Broadcom Update #4 - Broadcom published an update for their third-party Brocade Fabric OS advisory that was originally published on September 26^th, 2024, and most recently updated on November 12^th, 2024.

Broadcom Update #5 - Broadcom published an update for their OpenSSH advisory that was originally published on December 9^th, 2024, and most recently updated on January 7^th, 2025.

Broadcom Update #6 - Broadcom published an update for their third-party Brocade ASCG vulnerabilities advisory that was originally published on January 7^th, 2025.

Broadcom Update #7 - Broadcom published an update for their OpenSSL file names advisory that was originally published on August 1^st 2024.

Broadcom Update #8 - Broadcom published an update for their regreSSHion advisory that was originally published on July 15^th, 2024.

Broadcom Update #9 - Broadcom published an update for their LESSCLOSE advisory that was originally published on November 12^th, 2024.

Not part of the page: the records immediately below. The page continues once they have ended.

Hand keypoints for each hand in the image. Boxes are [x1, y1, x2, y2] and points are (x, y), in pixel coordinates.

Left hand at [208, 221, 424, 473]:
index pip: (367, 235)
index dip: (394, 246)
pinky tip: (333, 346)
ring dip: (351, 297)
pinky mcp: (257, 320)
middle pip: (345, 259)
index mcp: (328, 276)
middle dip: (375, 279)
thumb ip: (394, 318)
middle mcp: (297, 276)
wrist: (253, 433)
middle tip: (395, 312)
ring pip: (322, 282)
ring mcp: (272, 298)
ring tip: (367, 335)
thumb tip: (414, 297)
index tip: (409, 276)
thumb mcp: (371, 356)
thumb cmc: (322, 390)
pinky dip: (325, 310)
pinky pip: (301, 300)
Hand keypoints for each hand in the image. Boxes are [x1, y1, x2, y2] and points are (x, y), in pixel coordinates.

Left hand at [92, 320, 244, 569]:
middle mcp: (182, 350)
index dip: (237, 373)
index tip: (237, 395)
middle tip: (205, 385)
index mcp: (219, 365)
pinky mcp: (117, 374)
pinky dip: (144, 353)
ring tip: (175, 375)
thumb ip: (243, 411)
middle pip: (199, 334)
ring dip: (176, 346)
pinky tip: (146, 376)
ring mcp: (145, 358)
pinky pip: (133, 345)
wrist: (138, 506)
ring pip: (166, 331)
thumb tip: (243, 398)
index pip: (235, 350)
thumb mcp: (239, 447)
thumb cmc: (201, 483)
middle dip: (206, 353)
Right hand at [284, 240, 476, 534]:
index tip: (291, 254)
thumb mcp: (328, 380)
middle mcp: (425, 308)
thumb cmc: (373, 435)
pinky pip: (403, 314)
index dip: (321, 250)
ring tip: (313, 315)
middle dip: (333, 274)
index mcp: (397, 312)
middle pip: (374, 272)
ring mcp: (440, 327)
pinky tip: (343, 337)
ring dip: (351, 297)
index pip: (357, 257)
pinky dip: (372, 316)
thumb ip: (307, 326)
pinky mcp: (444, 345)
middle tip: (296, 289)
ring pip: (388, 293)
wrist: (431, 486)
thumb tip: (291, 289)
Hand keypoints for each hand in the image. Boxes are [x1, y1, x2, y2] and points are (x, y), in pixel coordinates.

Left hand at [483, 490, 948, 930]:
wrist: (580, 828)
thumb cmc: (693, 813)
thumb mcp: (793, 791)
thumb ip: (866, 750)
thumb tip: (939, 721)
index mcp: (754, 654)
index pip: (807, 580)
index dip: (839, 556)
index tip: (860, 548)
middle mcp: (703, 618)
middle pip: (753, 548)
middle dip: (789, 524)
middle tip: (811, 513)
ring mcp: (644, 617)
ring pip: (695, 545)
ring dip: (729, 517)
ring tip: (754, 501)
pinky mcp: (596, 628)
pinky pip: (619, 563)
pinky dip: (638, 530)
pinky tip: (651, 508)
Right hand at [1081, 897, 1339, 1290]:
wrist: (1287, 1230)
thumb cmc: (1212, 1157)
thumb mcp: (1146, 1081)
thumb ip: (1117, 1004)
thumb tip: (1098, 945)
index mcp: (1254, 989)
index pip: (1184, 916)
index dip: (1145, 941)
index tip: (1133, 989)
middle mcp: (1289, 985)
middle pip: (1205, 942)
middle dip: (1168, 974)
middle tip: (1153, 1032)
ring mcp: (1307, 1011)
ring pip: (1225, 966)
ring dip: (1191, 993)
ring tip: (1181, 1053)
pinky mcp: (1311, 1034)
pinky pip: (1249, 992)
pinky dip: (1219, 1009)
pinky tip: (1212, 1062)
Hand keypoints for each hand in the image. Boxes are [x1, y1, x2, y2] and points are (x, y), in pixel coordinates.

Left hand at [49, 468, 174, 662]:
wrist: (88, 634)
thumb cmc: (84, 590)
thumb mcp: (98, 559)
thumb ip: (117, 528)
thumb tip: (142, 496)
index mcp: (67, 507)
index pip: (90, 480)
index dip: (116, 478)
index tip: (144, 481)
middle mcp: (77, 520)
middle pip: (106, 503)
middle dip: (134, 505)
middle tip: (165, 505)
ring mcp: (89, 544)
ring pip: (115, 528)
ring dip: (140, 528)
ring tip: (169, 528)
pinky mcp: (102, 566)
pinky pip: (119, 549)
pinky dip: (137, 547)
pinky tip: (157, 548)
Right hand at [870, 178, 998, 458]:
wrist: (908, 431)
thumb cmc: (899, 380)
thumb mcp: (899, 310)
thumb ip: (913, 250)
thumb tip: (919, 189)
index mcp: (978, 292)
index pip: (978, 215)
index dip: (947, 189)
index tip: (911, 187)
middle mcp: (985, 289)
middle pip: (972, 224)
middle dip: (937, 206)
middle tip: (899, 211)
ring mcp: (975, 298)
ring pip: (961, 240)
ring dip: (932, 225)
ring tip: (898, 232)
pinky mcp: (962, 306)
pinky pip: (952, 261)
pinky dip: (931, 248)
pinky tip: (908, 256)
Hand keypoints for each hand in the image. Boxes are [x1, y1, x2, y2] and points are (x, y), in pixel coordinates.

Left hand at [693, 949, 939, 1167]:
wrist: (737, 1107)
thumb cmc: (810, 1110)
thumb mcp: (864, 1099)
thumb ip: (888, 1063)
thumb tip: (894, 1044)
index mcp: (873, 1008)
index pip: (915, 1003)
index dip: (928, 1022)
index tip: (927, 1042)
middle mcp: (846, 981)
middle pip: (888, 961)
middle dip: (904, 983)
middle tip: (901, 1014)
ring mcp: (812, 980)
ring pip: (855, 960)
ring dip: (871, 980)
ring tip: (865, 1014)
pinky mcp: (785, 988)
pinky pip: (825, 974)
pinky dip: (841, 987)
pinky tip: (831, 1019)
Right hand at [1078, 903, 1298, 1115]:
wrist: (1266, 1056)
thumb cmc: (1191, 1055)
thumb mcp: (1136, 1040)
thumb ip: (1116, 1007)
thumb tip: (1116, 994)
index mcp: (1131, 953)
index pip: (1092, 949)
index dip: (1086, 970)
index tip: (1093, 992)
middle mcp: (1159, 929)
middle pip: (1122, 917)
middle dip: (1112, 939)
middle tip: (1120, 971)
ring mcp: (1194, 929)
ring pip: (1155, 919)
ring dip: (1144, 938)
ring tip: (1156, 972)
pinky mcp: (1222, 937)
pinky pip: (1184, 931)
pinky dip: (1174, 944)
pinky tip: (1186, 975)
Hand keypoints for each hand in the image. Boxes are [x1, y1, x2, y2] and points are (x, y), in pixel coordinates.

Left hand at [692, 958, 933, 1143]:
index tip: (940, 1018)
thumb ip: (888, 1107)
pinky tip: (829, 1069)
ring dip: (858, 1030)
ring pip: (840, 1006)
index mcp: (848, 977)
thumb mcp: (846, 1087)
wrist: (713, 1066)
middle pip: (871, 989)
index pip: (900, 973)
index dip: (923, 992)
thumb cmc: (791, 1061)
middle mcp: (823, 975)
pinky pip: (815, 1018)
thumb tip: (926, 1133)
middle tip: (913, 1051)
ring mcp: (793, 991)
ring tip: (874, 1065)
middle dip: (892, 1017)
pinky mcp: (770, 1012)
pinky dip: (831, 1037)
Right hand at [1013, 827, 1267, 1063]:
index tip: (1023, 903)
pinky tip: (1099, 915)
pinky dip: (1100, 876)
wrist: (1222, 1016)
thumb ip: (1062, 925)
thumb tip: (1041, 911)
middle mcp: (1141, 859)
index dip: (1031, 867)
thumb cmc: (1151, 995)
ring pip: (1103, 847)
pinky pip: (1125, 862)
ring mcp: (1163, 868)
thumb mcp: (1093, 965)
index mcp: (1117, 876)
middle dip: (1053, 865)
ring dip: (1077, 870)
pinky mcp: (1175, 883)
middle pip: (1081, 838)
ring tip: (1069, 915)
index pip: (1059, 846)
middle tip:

Elecom Update #1 - JP-CERT published an update for the Elecom wireless LAN router advisory that was originally published on July 30^th, 2024, and most recently updated on August 27^th, 2024.

Elecom Update #2 - JP-CERT published an update for the Elecom and LOGITEC network devices advisory that was originally published on August 10^th, 2023, and most recently updated on August 27^th, 2024.

Elecom Update #3 - JP-CERT published an update for the Elecom wireless LAN routers advisory that was originally published on August 27^th, 2024, and most recently updated on November 26^th, 2024.

FortiGuard Update #1 - FortiGuard published an update for their regreSSHion advisory that was originally published on July 9^th, 2024, and most recently updated on December 19^th, 2024.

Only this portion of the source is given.